For intensity of a light of wavelength 5000 $\buildrel _\circ \over {\mathrm{A}}$ the photoelectron saturation current is 0.40$\mu$A and stopping potential is 1.36V, the work function of metal is:
(A) 2.47 eV
(B) 1.36 eV
(C) 1.10 eV
(D) 0.43 eV

Answer 1

Hint: The term ‘work function’ in the photoelectric effect describes the minimum energy which is required to bring a free electron from the interior of the metal to the surface. Stopping potential is the negative potential (given to anode-cathode) which causes the flow of current to stop.
Formula used:
If V is the stopping potential for light of frequency incident on the cathode, the relation for stopping potential is:
$\dfrac{{hc}}{\lambda } - \dfrac{{hc}}{{{\lambda _0}}} = eV$

Complete answer:
Upon giving the light of given wavelength, a part of energy is used in bringing electrons to the surface, remaining is used in giving it energy to take part in the process of conduction. The relation of wavelength and energy is given as:
$E = \dfrac{{hc}}{\lambda }$.
The threshold or the work function is therefore similarly written as:
${\phi _0} = \dfrac{{hc}}{{{\lambda _0}}}$.
We are given the stopping potential. When such potential V is applied in reverse polarity, it causes the electron to stop or we can say that it stops the current in the circuit. The work function is therefore obtained as:
$$\eqalign{
  & \dfrac{{hc}}{\lambda } - eV = {\phi _0} \cr
  & \Rightarrow \dfrac{{12400eV \buildrel _\circ \over {\mathrm{A}}}}{{5000 \buildrel _\circ \over {\mathrm{A}}}} - 1.36eV = {\phi _0} \cr
  & \Rightarrow (2.48 - 1.36)eV = 1.12eV \cr} $$
Where hc has been directly substituted as $12400eV \buildrel _\circ \over {\mathrm{A}}$ which serves as a good approximate value and eases the calculations.

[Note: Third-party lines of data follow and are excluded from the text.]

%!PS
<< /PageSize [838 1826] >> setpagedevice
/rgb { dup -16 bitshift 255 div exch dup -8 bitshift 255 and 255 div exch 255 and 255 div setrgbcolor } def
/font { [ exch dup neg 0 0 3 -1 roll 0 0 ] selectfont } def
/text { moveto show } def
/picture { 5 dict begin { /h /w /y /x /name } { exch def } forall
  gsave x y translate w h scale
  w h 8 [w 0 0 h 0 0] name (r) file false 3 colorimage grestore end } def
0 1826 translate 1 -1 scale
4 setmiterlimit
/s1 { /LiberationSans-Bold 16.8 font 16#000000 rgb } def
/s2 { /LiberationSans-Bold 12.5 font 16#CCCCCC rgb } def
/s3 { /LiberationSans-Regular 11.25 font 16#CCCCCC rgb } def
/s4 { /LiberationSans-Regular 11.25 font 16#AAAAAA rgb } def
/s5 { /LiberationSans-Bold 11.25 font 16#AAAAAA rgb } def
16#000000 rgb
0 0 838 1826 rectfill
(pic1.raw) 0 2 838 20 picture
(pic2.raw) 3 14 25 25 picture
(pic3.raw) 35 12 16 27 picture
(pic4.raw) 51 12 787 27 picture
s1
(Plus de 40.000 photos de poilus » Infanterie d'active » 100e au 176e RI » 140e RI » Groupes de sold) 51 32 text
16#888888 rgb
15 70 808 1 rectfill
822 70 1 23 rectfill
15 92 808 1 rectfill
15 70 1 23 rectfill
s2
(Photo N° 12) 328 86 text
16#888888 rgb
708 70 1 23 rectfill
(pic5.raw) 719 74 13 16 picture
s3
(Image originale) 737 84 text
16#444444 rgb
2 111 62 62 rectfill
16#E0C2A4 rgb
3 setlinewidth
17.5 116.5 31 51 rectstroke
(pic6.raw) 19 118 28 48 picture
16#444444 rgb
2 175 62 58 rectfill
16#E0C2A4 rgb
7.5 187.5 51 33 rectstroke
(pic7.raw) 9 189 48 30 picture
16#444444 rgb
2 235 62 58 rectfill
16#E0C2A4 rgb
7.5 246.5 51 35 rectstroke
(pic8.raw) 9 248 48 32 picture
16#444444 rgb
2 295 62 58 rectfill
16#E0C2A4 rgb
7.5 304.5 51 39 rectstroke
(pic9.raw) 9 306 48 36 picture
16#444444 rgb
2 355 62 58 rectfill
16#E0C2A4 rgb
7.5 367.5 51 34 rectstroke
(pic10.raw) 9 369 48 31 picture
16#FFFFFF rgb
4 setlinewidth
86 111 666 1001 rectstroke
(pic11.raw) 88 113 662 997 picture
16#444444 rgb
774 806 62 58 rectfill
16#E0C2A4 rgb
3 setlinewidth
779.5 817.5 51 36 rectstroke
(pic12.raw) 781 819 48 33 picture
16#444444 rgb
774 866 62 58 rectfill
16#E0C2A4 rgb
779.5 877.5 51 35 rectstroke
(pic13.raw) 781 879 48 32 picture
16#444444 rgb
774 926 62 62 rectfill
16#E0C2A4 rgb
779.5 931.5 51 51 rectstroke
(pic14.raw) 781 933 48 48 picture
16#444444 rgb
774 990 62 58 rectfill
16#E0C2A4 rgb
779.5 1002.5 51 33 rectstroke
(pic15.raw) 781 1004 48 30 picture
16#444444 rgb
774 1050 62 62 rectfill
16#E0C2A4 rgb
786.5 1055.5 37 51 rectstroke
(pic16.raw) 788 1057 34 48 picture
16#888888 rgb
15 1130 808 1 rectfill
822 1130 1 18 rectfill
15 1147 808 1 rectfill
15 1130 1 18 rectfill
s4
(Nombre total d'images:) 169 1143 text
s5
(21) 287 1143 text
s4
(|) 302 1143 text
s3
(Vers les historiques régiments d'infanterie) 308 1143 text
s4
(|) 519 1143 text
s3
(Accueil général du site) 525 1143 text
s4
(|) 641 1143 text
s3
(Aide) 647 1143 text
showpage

Therefore, from the given set of options, the correct option is (C) 1.10 eV.

Note:
We say that an electron that is present in a region of potential 1 V attains an energy of 1 eV. Electron- volts is therefore a unit of energy. We are given potential in volts. Here energy is given per electron, then it will be V volts. So, the energy acquired by any electron is simply ‘V’ electron volts.